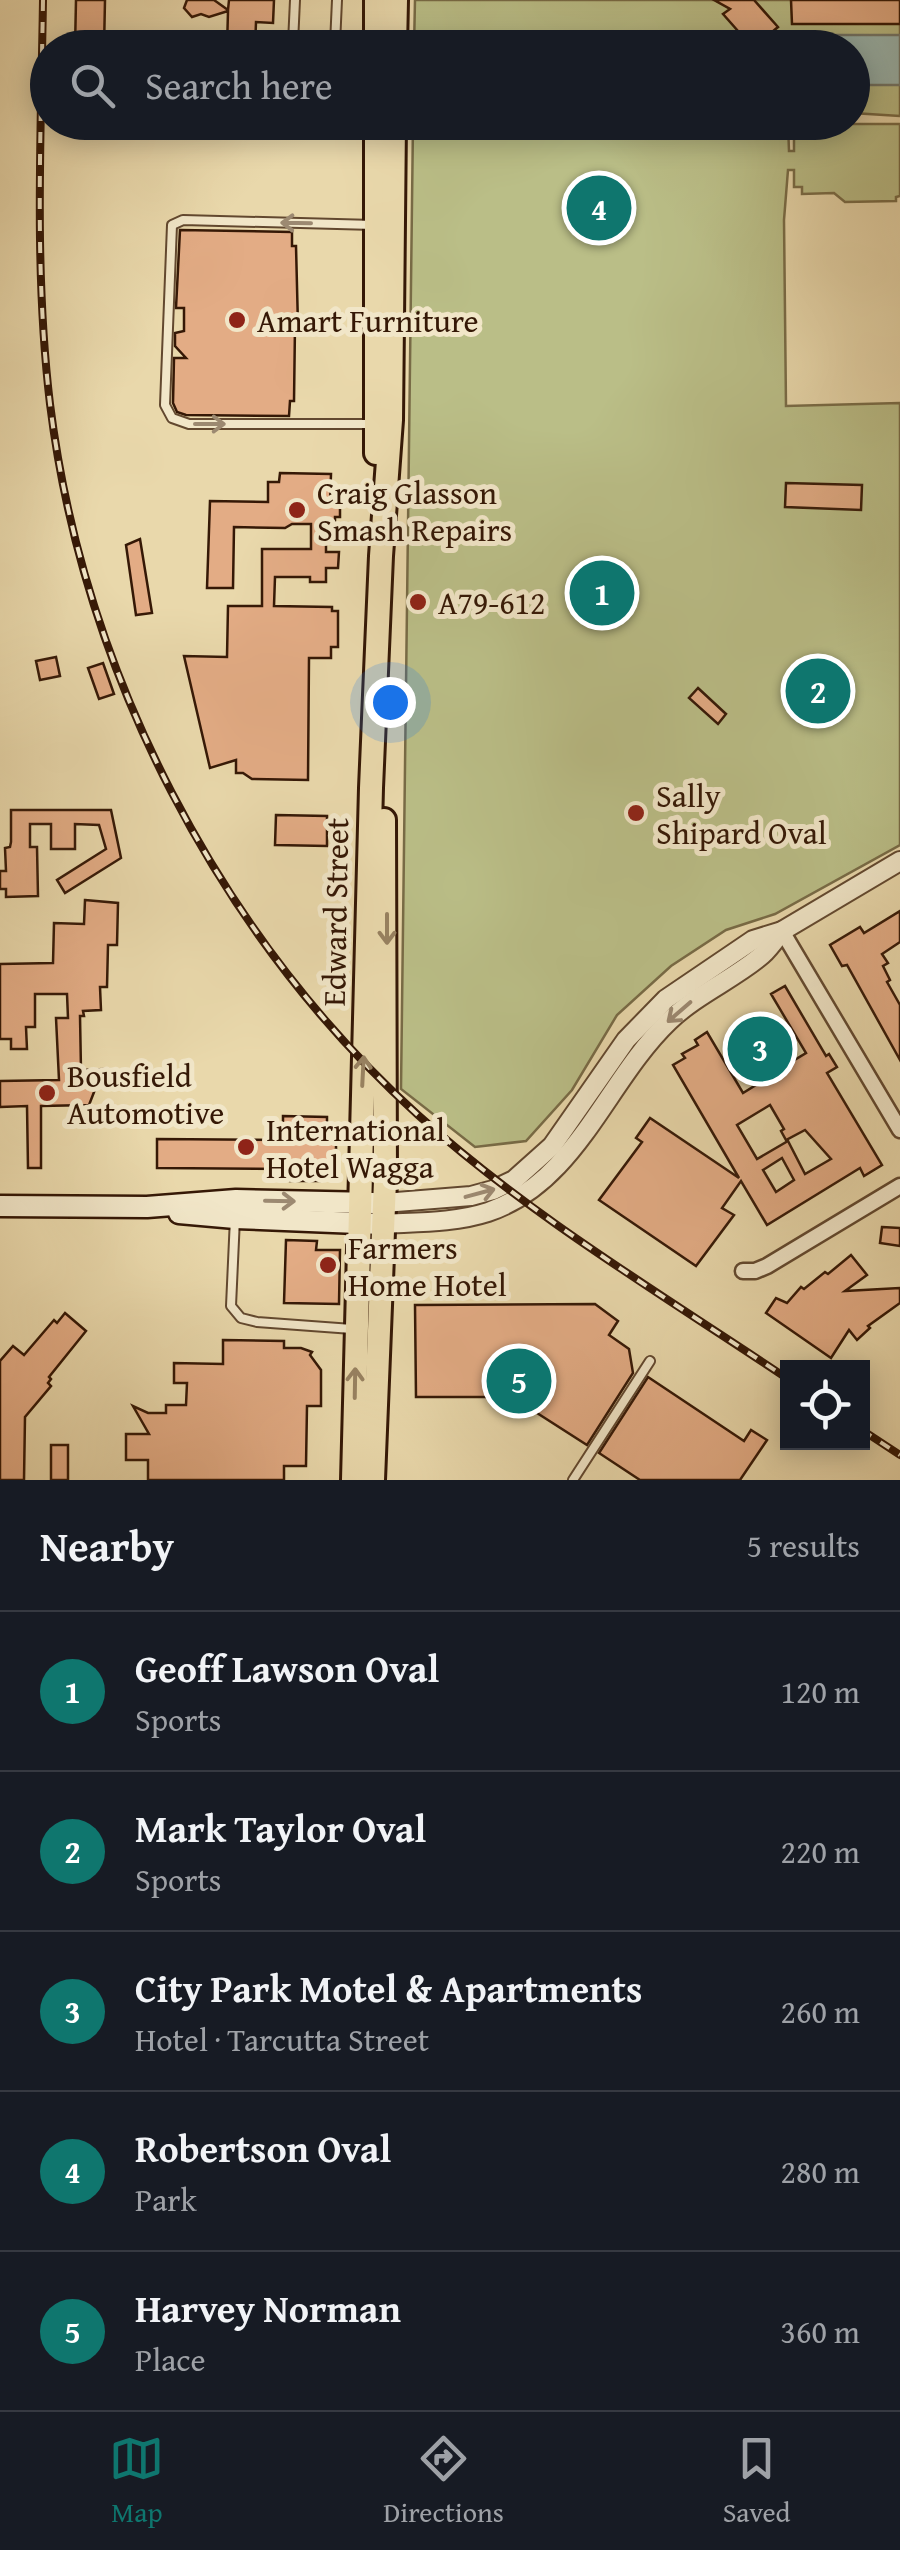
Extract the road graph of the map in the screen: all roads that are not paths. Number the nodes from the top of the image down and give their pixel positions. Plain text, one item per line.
1 (295, 0) edge
2 (337, 0) edge
3 (376, 0) edge
4 (396, 0) edge
5 (294, 30) edge
6 (336, 30) edge
7 (376, 30) edge
8 (395, 30) edge
9 (377, 140) edge
10 (392, 140) edge
11 (384, 225) junction
12 (374, 424) junction
13 (380, 556) junction
14 (378, 621) junction
15 (900, 861) edge
16 (782, 931) junction
17 (899, 1124) edge
18 (900, 1186) edge
19 (0, 1206) edge
20 (148, 1207) junction
21 (383, 1213) junction
22 (358, 1214) junction
23 (235, 1218) junction
24 (743, 1271) dead end
25 (356, 1330) junction
26 (650, 1361) dead end
27 (353, 1480) edge
28 (373, 1480) edge
29 (572, 1480) edge

1 - 5 lane
2 - 6 lane
3 - 7 highway
4 - 8 highway
9 - 11 highway, Edward Street
10 - 11 highway, Edward Street
11 - 12 highway, Edward Street
11 -> 12 lane
11 - 13 highway, Edward Street
12 - 13 highway, Edward Street
13 - 14 highway, Edward Street
14 -> 21 highway, Edward Street
22 -> 14 highway, Edward Street
15 - 16 street
16 - 17 street
16 - 21 street
18 - 24 street
19 - 20 main road
20 -> 22 main road
20 - 23 main road
21 - 22 main road
21 - 28 highway, Edward Street
22 - 23 main road
22 - 25 highway, Edward Street
23 - 25 lane
27 -> 25 highway, Edward Street
26 - 29 lane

----

• What you need to do
Identify the lines in the entries that hold "lane" and return each one.

• Solution to the exercise
1 - 5 lane
2 - 6 lane
11 -> 12 lane
23 - 25 lane
26 - 29 lane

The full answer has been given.